Dans un tout petit recoin de sa tête, Ishta s’inquiétait pour la Vieille Mère. Elle avait, dans ses souvenirs, l’image d’une grande femme pleine de grâce et de dignité, toujours informée sur la marche à suivre et avec une sagesse infinie de toute chose liée au monde social. Mais depuis la cérémonie du Thé, Nishka était de plus en plus tenue à l’écart des décisions prises au sujet de la princesse. Cette perte de contrôle se reflétait nettement sur son état physique et mental. Les cheveux arrangés en un vague chignon, des jupes dépareillées et le châle de sa fonction noué négligemment, sa démarche élégante et assurée avaient laissé place à des épaules affaissées, des regards en coin frénétiques et des mains tremblantes. Après le départ d’Ishta, Nishka réussirait-elle à se montrer toujours utile ? Pourrait-elle garder son titre en offrant un si piètre exemple ?

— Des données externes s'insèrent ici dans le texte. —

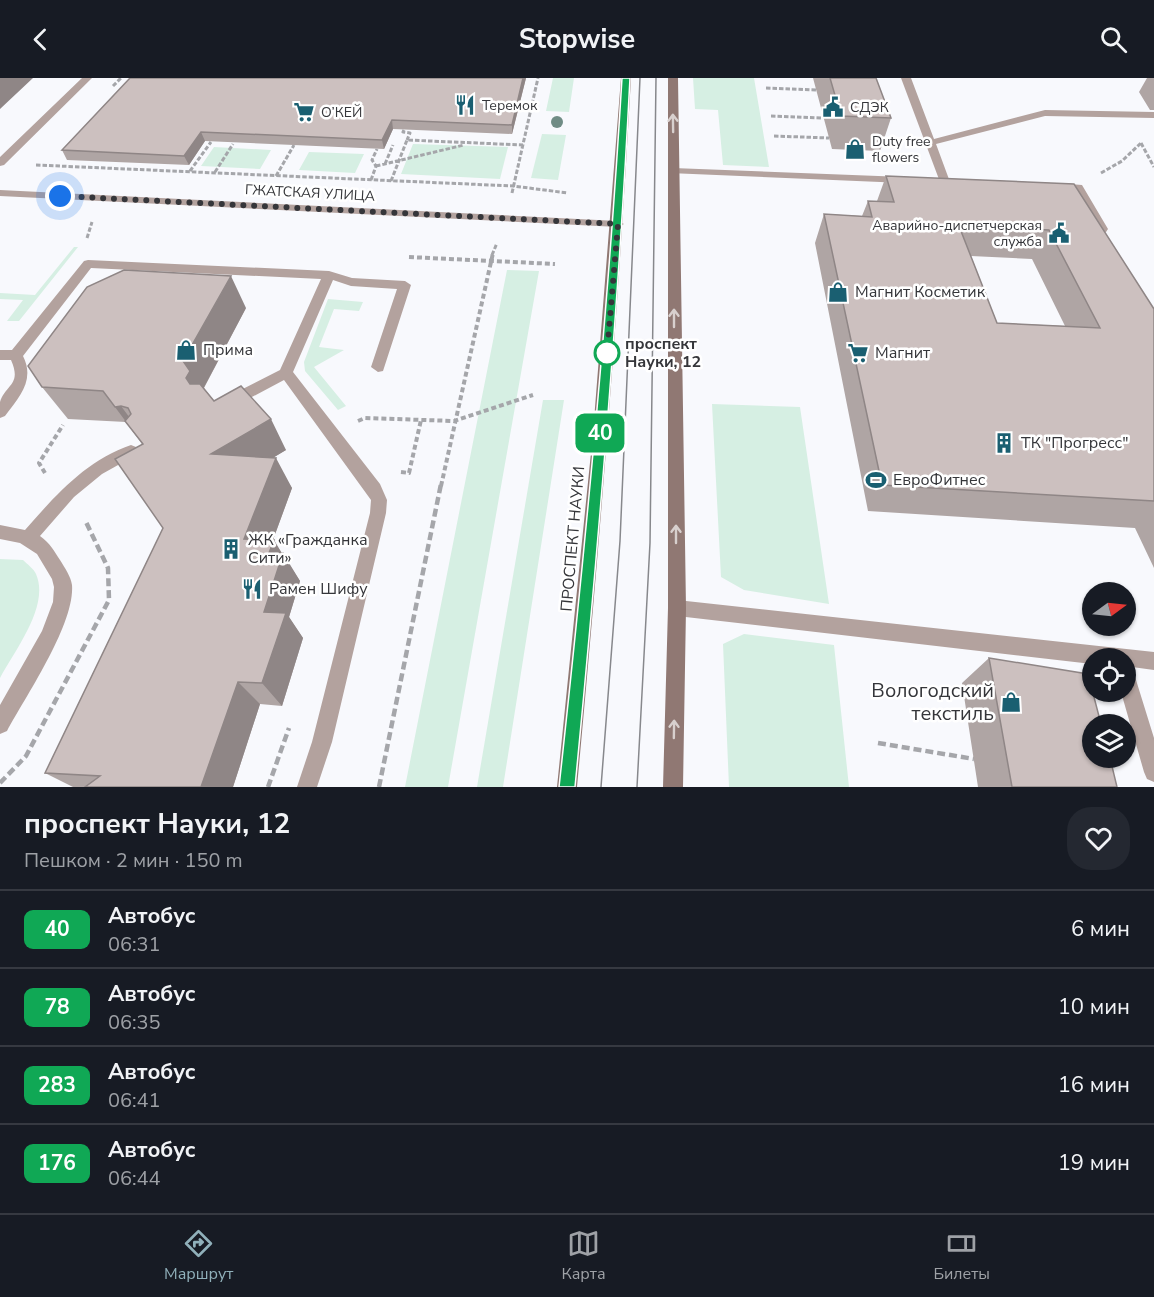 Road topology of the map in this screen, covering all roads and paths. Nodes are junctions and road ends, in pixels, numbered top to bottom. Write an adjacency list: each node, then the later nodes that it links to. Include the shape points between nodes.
1 (87, 78): 30 (street)
2 (538, 78): 9 (path)
3 (626, 78): 49 (main road, ПРОСПЕКТ НАУКИ)
4 (673, 78): 35 (main road, one-way to 4)
5 (906, 78): 22 (street)
6 (766, 88): 7 (path)
7 (816, 90)
8 (513, 100): 9 (path, via 512,103)
9 (533, 104): 27 (path)
10 (1154, 115): 22 (street, via 1045,113)
11 (771, 116): 12 (path)
12 (823, 117)
13 (404, 130): 18 (path, via 410,133)
14 (463, 132): 20 (path)
15 (774, 136): 17 (path)
16 (1147, 137): 23 (path)
17 (829, 138)
18 (407, 140): 20 (path); 29 (path)
19 (211, 142): 36 (path)
20 (460, 142): 21 (path)
21 (470, 143): 27 (path); 29 (path)
22 (929, 143): 42 (street)
23 (1141, 143): 34 (path); 45 (path, via 1122,161)
24 (233, 144): 37 (path)
25 (294, 145): 38 (path)
26 (393, 145): 31 (path)
27 (524, 145): 43 (path)
28 (377, 149): 33 (path, via 372,160)
29 (399, 161): 31 (path); 40 (path)
30 (0, 163)
31 (385, 164): 33 (path)
32 (28, 165): 36 (path)
33 (376, 166): 39 (path)
34 (1154, 167)
35 (673, 171): 41 (street); 72 (main road, one-way to 35)
36 (190, 172): 37 (path)
37 (214, 173): 38 (path)
38 (276, 176): 39 (path)
39 (371, 180): 40 (path)
40 (390, 181): 43 (path)
41 (913, 181)
42 (945, 182)
43 (513, 186): 47 (path); 48 (path)
44 (1045, 186): 45 (street)
45 (1078, 187): 50 (street)
46 (0, 193): 48 (street, ГЖАТСКАЯ УЛИЦА)
47 (576, 193)
48 (508, 218): 49 (street, ГЖАТСКАЯ УЛИЦА); 51 (path)
49 (618, 224): 85 (main road, ПРОСПЕКТ НАУКИ)
50 (1106, 237)
51 (490, 260): 52 (path); 63 (path)
52 (555, 264)
53 (329, 275): 55 (street, via 88,264); 56 (street, via 351,282 405,285); 57 (street)
54 (0, 355): 55 (street)
55 (16, 355): 60 (street, via 24,375)
56 (378, 367)
57 (286, 373): 59 (street); 83 (street, via 379,500 322,742)
58 (533, 395): 63 (path)
59 (214, 409)
60 (0, 412)
61 (378, 418): 62 (path)
62 (421, 420): 63 (path); 68 (path, via 409,473 401,472)
63 (454, 421): 84 (path)
64 (357, 422): 66 (path)
65 (63, 425): 69 (path, via 39,463)
66 (364, 430)
67 (143, 445): 71 (street, via 96,470 68,492)
68 (393, 464)
69 (45, 473)
70 (0, 532): 71 (street)
71 (30, 537): 78 (street, via 49,554 63,586 60,607 48,637)
72 (677, 608): 73 (street); 86 (main road, one-way to 72)
73 (1082, 658)
74 (1154, 661): 75 (street)
75 (1136, 662)
76 (1133, 702): 81 (street)
77 (292, 721): 82 (path)
78 (0, 724)
79 (878, 743): 80 (path)
80 (974, 759)
81 (1154, 772)
82 (268, 787)
83 (307, 787)
84 (379, 787)
85 (567, 787)
86 (673, 787)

Mais Ishta avait assez à se préoccuper avec son propre cas, aussi repoussait-elle inlassablement ces pensées-là quand elles survenaient. Pour sauver les autres, il fallait déjà savoir se sauver soi-même. Dans les moments les plus difficiles où, seule avec elle-même, elle se voyait vivre parmi des barbares sanguinaires, manger comme une bête et se faire battre par des points géants couverts de tatouages, son esprit se mettait à rêver… Elle s’imaginait sauter par-dessus le balcon de sa chambre avec Ning pour s’échapper à bord d’un bateau en direction des îles Australes, vers un pays où les femmes étaient aimées de leur père et de leur mari.
Mais ce fantasme ne durait jamais bien longtemps et le retour à la réalité n’en était que plus douloureux. Déclencher une guerre avec le Saam’Raji n’était sûrement pas dans les plans de la famille Sichuna. Et quelle utilité aurait-elle pour son époux ? Un blason inachevé, en fuite et sans dot à lui offrir ? C’est exactement ce à quoi elle pensait, seule dans son lit, ce soir-là.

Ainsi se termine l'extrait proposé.